Do you plan to accommodate any appliances such as a dishwasher, stovetop, microwave or fridge drawers? You’ll need to accommodate appliance doors, the distance a drawer will pull out (and that a person will be bent over or reaching to access it).
Did you want the island to house the kitchen sink? A bar sink? Would you want things like towel racks or open shelves on one end or the other? Those distances need to be accounted for, too.
Read, Chicago Kitchen Island Design Options, to help guide those decisions.
Customize the island to its fullest
The combination of custom cabinets and products like quartz – which can be cut to more specific shapes – mean you can tailor your island’s size and shape to fit your kitchen’s specific needs. For example, if you have a galley kitchen or a narrow U-shape floorplan, but it opens up into an adjacent space, you can design a “keyhole” shaped island where the narrow part fits neatly into the smaller kitchen space, while a wider, rounded sweep projects into the open area and accommodates seating.

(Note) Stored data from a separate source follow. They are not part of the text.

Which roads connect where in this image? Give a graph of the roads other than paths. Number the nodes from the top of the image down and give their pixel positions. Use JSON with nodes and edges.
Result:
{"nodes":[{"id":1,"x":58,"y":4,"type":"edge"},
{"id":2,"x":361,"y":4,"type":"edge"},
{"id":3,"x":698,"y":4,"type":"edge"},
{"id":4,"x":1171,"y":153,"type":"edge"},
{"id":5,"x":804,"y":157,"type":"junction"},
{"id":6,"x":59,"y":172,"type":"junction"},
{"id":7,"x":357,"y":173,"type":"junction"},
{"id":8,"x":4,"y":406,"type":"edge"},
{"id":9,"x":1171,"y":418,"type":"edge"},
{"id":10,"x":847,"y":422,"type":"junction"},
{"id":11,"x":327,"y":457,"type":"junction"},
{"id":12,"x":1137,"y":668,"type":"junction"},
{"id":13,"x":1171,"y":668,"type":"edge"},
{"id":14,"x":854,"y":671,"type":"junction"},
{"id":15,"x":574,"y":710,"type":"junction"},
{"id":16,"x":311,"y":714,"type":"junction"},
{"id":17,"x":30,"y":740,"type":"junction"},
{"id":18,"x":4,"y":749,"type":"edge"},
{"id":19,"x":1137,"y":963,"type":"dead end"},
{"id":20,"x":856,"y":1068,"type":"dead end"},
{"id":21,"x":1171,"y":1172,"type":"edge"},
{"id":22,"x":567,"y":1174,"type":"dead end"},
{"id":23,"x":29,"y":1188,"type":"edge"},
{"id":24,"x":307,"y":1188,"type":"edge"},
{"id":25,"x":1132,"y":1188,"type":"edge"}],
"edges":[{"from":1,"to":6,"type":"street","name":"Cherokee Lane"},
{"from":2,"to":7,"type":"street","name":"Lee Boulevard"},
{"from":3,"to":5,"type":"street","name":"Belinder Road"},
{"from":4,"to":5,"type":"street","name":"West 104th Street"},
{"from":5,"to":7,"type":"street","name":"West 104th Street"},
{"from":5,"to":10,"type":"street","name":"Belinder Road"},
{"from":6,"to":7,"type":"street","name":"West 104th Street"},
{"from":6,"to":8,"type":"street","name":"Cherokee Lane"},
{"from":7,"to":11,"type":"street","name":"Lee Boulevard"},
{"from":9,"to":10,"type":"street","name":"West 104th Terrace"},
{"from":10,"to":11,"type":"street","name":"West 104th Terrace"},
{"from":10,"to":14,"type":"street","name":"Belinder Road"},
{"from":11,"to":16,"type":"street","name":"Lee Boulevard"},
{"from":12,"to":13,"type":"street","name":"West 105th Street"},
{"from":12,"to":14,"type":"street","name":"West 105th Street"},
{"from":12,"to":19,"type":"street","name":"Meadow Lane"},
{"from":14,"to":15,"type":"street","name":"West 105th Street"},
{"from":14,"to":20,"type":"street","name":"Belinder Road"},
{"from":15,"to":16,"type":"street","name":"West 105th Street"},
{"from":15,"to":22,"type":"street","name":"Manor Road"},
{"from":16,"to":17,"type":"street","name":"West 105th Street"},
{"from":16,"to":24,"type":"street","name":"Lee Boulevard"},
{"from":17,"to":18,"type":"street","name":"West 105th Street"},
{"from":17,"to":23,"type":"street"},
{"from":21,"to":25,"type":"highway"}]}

Again, a professional kitchen designer’s job is to get all the information s/he can about how your kitchen is used, who uses it, etc., so the island (and everything else) can accommodate that. Consider building the island to accommodate the heights of the chefs or bakers who use it most – a little taller, a little shorter and/or a space for sitting down while you work.
And, of course, never ignore the value of organized storage space.
Remember you’ll need to clean it…
Don’t forget that you’ll need to clean it – even the middle of it – so make sure the surface area isn’t so big you can’t reasonably access it. If you have a kitchen large enough to build an island so big you can’t comfortably reach from the edge to the middle, consider installing two smaller islands instead - or combining an island and a peninsula.